# Monastery G - Mar '14



## UrbanX (Mar 27, 2014)

Standing on the edge of town lies a large monastic complex. Unfortunately the idea of a life filled with solitude and celibacy is becoming increasingly rarer, giving way to our modern consumer lifestyle. As a result monasteries are closing down and generally being converted into flats. I visited an absolutely mint one last year (it even had flushing toilets) which can be seen here: http://www.urbanxphotography.co.uk/116-st-hilarius-monastry

Visited with 4 other DP Members - Senbell, Osfa, Mr Dan, & Priority 7. 

We emerge from the bushes in the pitch black night and walk quickly towards the building, scanning with our eyes but not with our heads to try and see if there’s anyone about. Luckily where we have approached the building is exactly where the open access point is. Quickly and silently we have all passed our bags, and ourselves through and into the building. 

I’m first, so I walk quickly into the building and away from our access point. Schoolboy error.I pass through the first (open) door and the room floods with light as what seems like every light in the world blinks into life. My retinas stung as the muscles tightly contracted, and we all froze. There was no audible alarm, so we made our way to the chapel to wait and see what would happen. 

I sit with my back to a large masonry column, it was cold and solid, and made me feel safe from a situation that just felt extremely vulnerable.

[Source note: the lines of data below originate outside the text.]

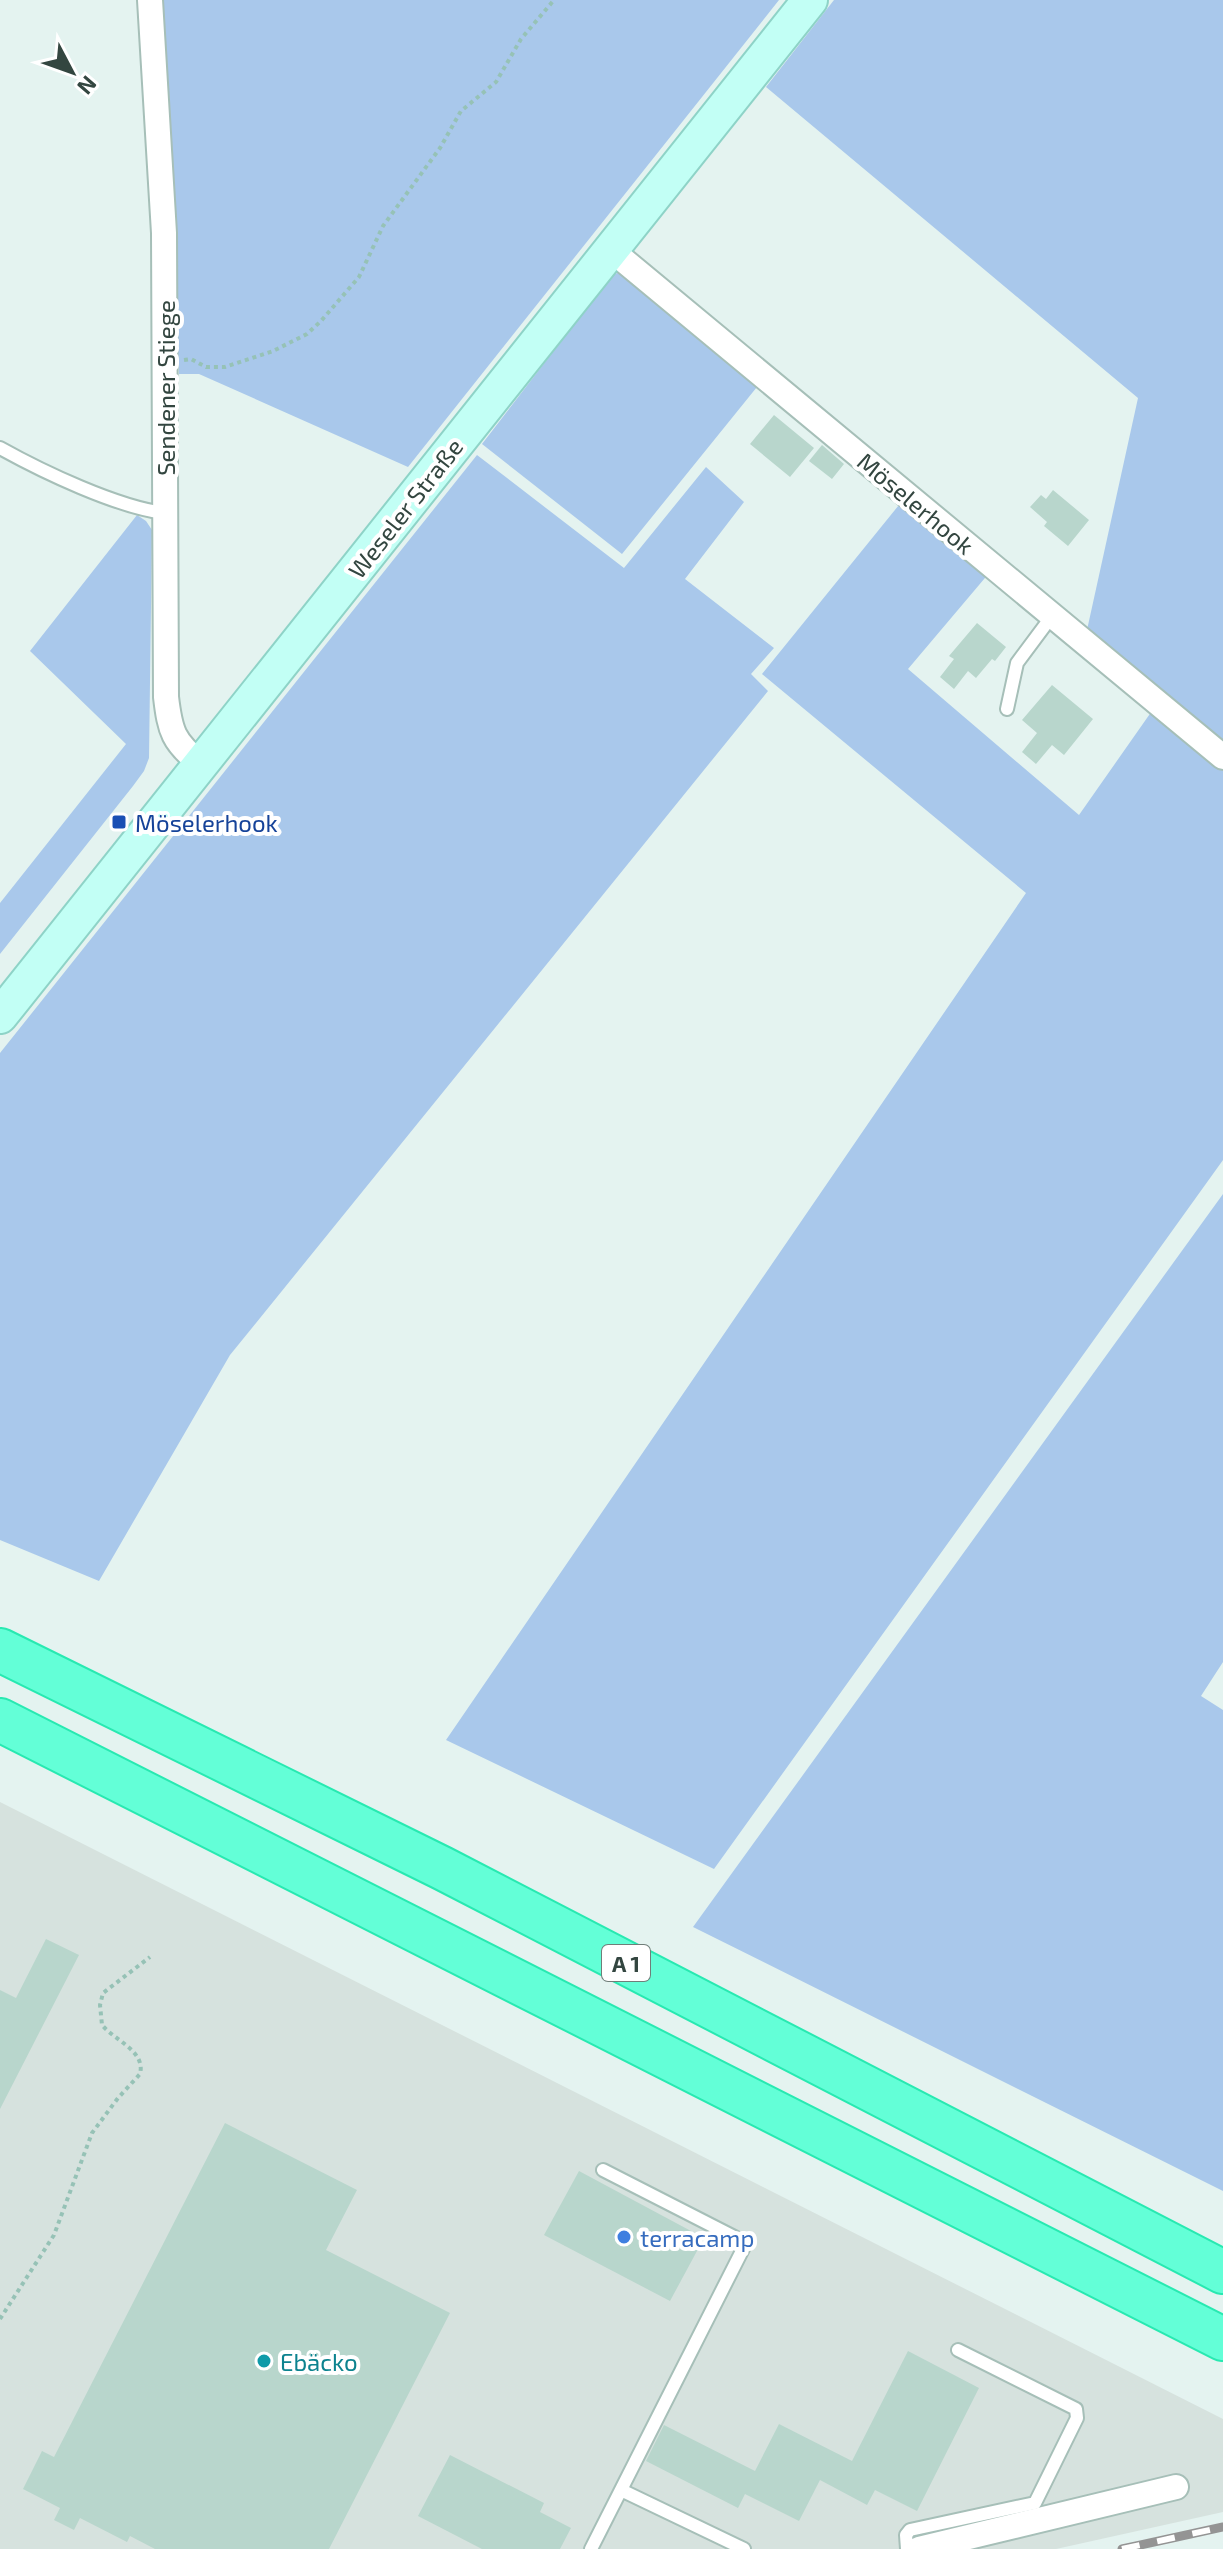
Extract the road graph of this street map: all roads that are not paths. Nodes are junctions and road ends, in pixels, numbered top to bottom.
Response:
1 (150, 0) edge
2 (810, 0) edge
3 (610, 249) junction
4 (0, 448) edge
5 (164, 513) junction
6 (1052, 616) junction
7 (1007, 709) dead end
8 (1223, 757) edge
9 (201, 764) junction
10 (0, 1016) edge
11 (0, 1650) edge
12 (0, 1720) edge
13 (603, 2170) dead end
14 (1223, 2272) edge
15 (1223, 2339) edge
16 (958, 2350) dead end
17 (1176, 2487) dead end
18 (621, 2490) junction
19 (591, 2549) edge
20 (744, 2549) edge
21 (907, 2549) edge
22 (919, 2549) edge

1 - 5 street, Sendener Stiege
2 - 3 main road, Weseler Straße
3 - 6 street, Möselerhook
3 - 9 main road, Weseler Straße
4 - 5 lane
5 - 9 street, Sendener Stiege
6 - 7 lane
6 - 8 street, Möselerhook
9 - 10 main road, Weseler Straße
11 - 14 highway, A 1
12 - 15 highway
13 - 18 lane
16 - 21 lane
17 - 22 street
18 - 19 lane
18 - 20 lane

The room slowly lightened, revealing her majesty slowly. Every few minutes a new set architectural detail would become apparent. It was a beautiful moment. 




The silence was broken by the flock of crows outside waking up and cawing loudly, which put me on edge as crows normally only spook when they see people. Another half an hour passed with no sign of trouble, so I began assembling my tripod as quietly as I could in the cavernous echoic space. 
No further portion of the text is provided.